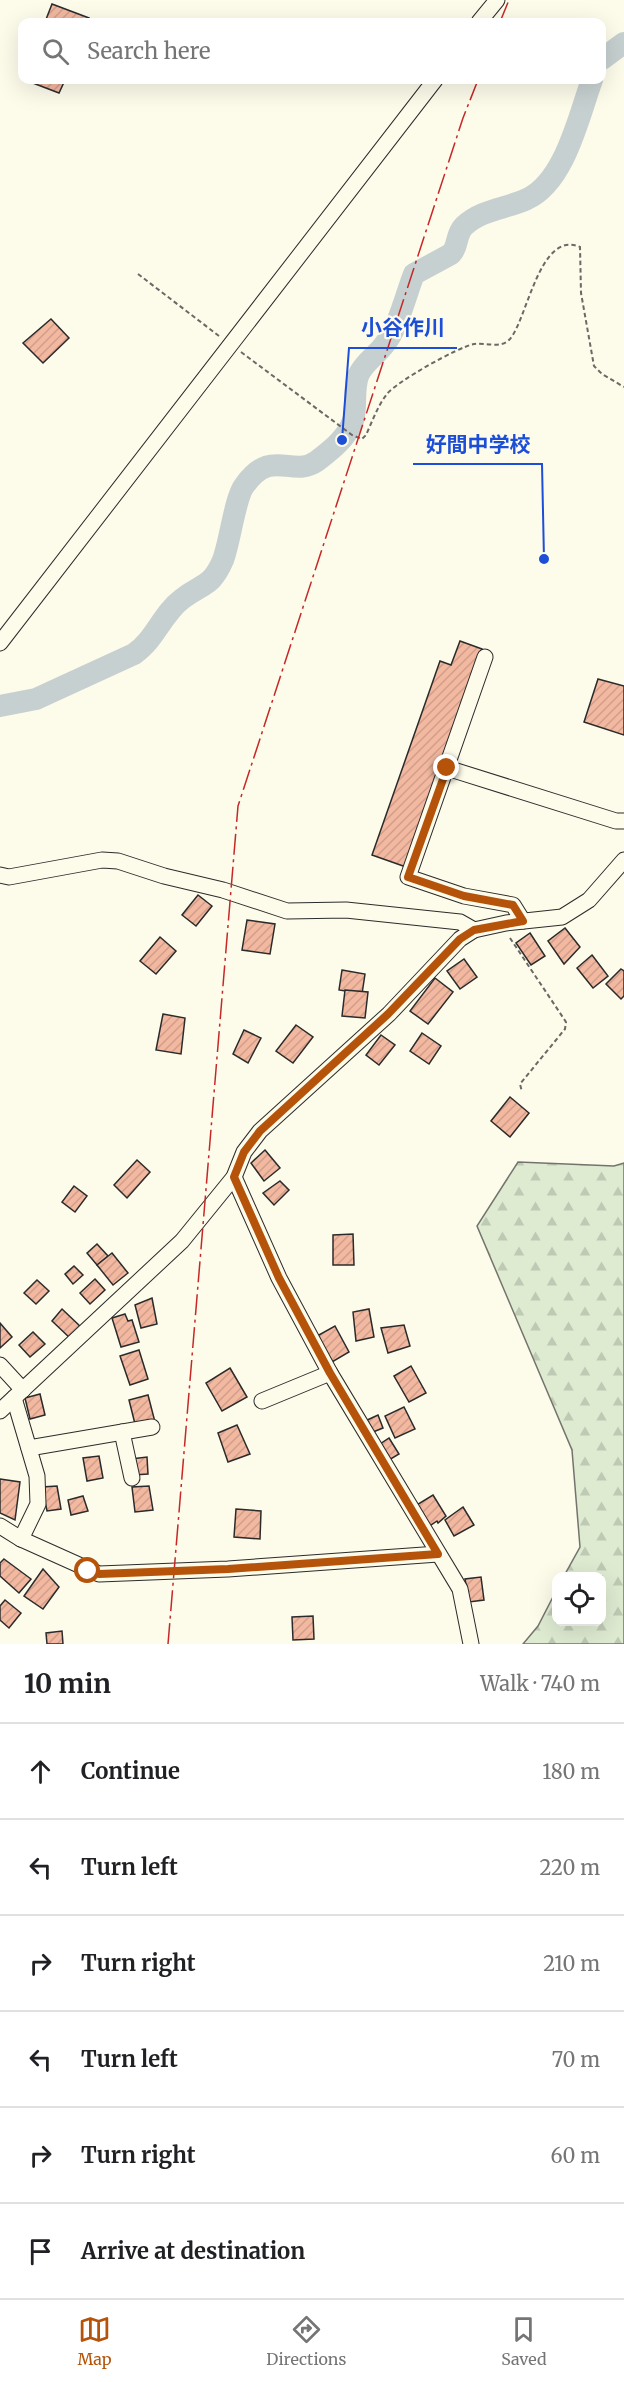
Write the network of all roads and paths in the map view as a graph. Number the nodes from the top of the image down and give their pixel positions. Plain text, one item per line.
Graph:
1 (497, 0) edge
2 (482, 18) edge
3 (432, 84) edge
4 (624, 387) edge
5 (344, 430) dead end
6 (0, 643) edge
7 (485, 657) dead end
8 (447, 768) junction
9 (624, 821) edge
10 (624, 860) edge
11 (0, 875) edge
12 (523, 921) junction
13 (506, 923) junction
14 (474, 930) junction
15 (522, 1092) dead end
16 (234, 1177) junction
17 (0, 1365) edge
18 (330, 1373) junction
19 (19, 1394) junction
20 (262, 1401) dead end
21 (0, 1411) edge
22 (152, 1427) dead end
23 (122, 1432) junction
24 (29, 1448) junction
25 (132, 1478) dead end
26 (0, 1526) edge
27 (21, 1539) junction
28 (438, 1554) junction
29 (471, 1644) edge

1 - 2 street
3 - 6 street
4 - 5 path
7 - 8 street
8 - 9 street
8 - 12 street
10 - 12 street
11 - 14 street
12 - 13 street
13 - 14 street
13 - 15 path
14 - 16 street
16 - 18 street
16 - 19 street
17 - 19 street
18 - 20 street
18 - 28 street
19 - 21 street
19 - 24 street
22 - 23 street
23 - 24 street
23 - 25 street
24 - 27 street
26 - 27 street
27 - 28 street
28 - 29 street

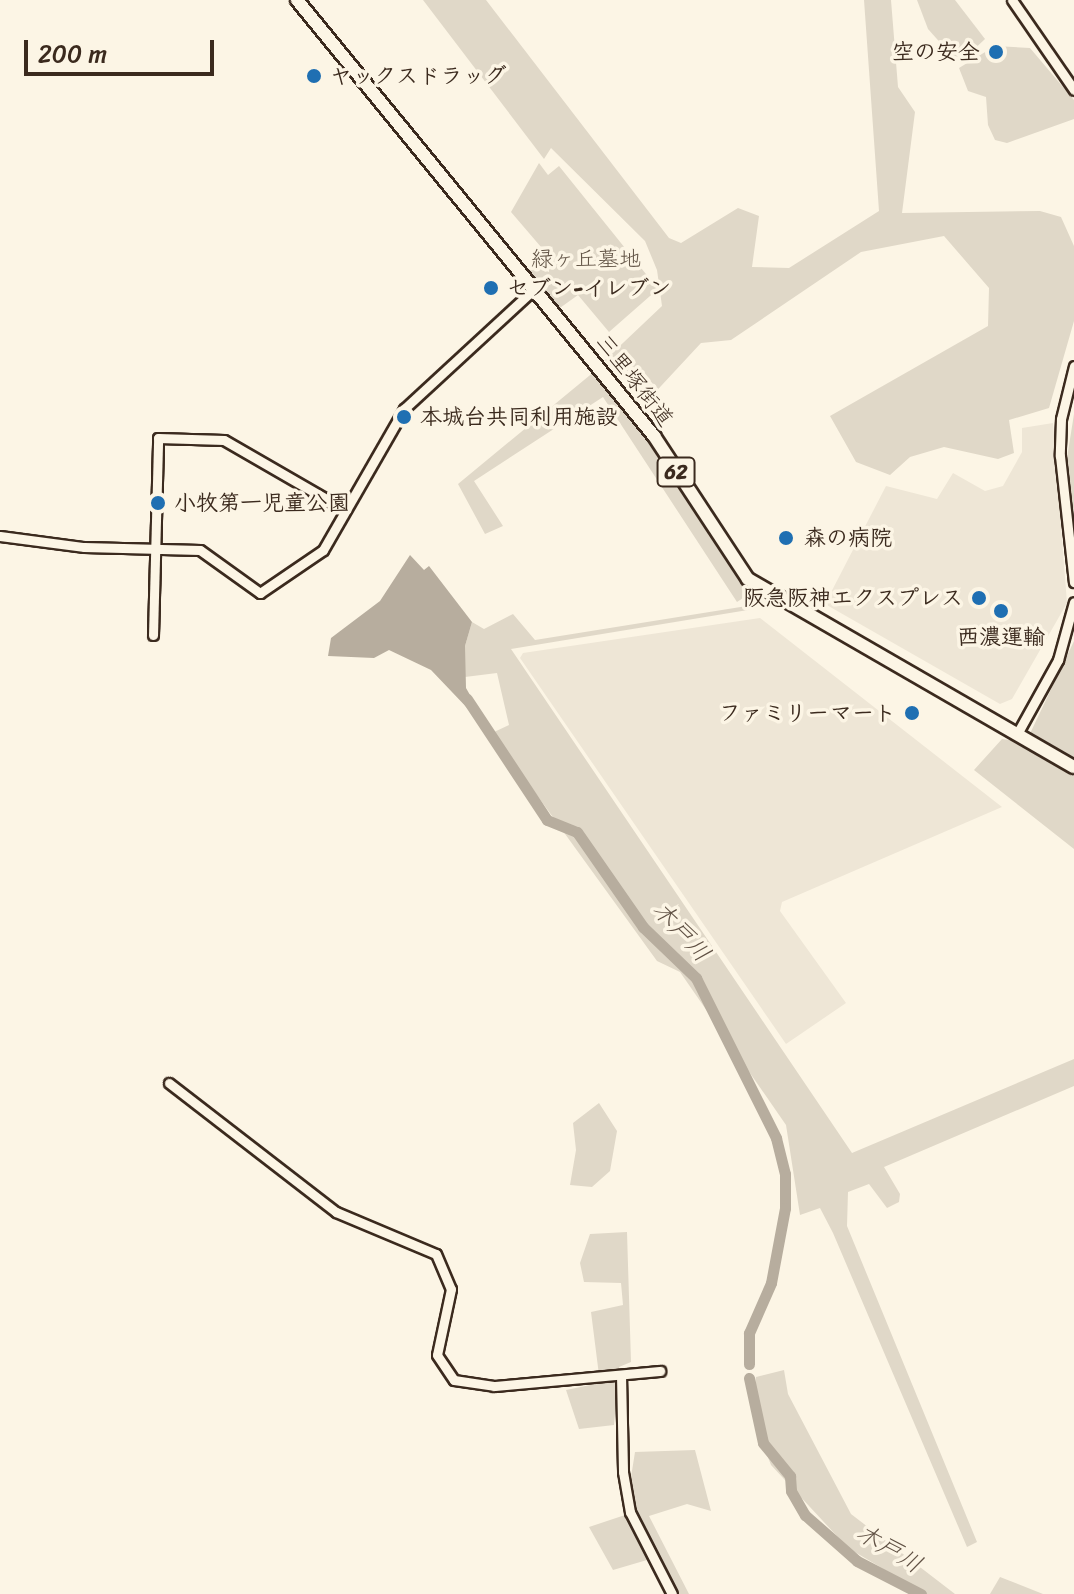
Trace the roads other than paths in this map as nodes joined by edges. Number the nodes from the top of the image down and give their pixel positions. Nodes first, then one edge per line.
1 (297, 0) edge
2 (1012, 0) edge
3 (1074, 90) edge
4 (535, 288) junction
5 (1074, 366) edge
6 (345, 510) junction
7 (0, 536) edge
8 (154, 548) junction
9 (1074, 582) edge
10 (1074, 602) edge
11 (153, 635) dead end
12 (1017, 734) junction
13 (1074, 767) edge
14 (169, 1083) dead end
15 (660, 1371) dead end
16 (621, 1375) junction
17 (672, 1594) edge

1 - 4 main road, 三里塚街道 / 62
2 - 3 street
4 - 6 street
4 - 12 main road, 三里塚街道 / 62
5 - 9 street
6 - 8 street
6 - 8 street
7 - 8 street
8 - 11 street
10 - 12 street
12 - 13 main road, 三里塚街道 / 62
14 - 16 street
15 - 16 street
16 - 17 street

◆ **ACTIVITY**
Leaving out the pictures, transcribe the material above exactly.

◆ **RESPONSE AREA**
Write the network of all roads and paths in the map view as a graph. Number the nodes from the top of the image down and give their pixel positions. Plain text, one item per line.
Graph:
1 (497, 0) edge
2 (482, 18) edge
3 (432, 84) edge
4 (624, 387) edge
5 (344, 430) dead end
6 (0, 643) edge
7 (485, 657) dead end
8 (447, 768) junction
9 (624, 821) edge
10 (624, 860) edge
11 (0, 875) edge
12 (523, 921) junction
13 (506, 923) junction
14 (474, 930) junction
15 (522, 1092) dead end
16 (234, 1177) junction
17 (0, 1365) edge
18 (330, 1373) junction
19 (19, 1394) junction
20 (262, 1401) dead end
21 (0, 1411) edge
22 (152, 1427) dead end
23 (122, 1432) junction
24 (29, 1448) junction
25 (132, 1478) dead end
26 (0, 1526) edge
27 (21, 1539) junction
28 (438, 1554) junction
29 (471, 1644) edge

1 - 2 street
3 - 6 street
4 - 5 path
7 - 8 street
8 - 9 street
8 - 12 street
10 - 12 street
11 - 14 street
12 - 13 street
13 - 14 street
13 - 15 path
14 - 16 street
16 - 18 street
16 - 19 street
17 - 19 street
18 - 20 street
18 - 28 street
19 - 21 street
19 - 24 street
22 - 23 street
23 - 24 street
23 - 25 street
24 - 27 street
26 - 27 street
27 - 28 street
28 - 29 street

Trace the roads other than paths in this map as nodes joined by edges. Number the nodes from the top of the image down and give their pixel positions. Nodes first, then one edge per line.
1 (297, 0) edge
2 (1012, 0) edge
3 (1074, 90) edge
4 (535, 288) junction
5 (1074, 366) edge
6 (345, 510) junction
7 (0, 536) edge
8 (154, 548) junction
9 (1074, 582) edge
10 (1074, 602) edge
11 (153, 635) dead end
12 (1017, 734) junction
13 (1074, 767) edge
14 (169, 1083) dead end
15 (660, 1371) dead end
16 (621, 1375) junction
17 (672, 1594) edge

1 - 4 main road, 三里塚街道 / 62
2 - 3 street
4 - 6 street
4 - 12 main road, 三里塚街道 / 62
5 - 9 street
6 - 8 street
6 - 8 street
7 - 8 street
8 - 11 street
10 - 12 street
12 - 13 main road, 三里塚街道 / 62
14 - 16 street
15 - 16 street
16 - 17 street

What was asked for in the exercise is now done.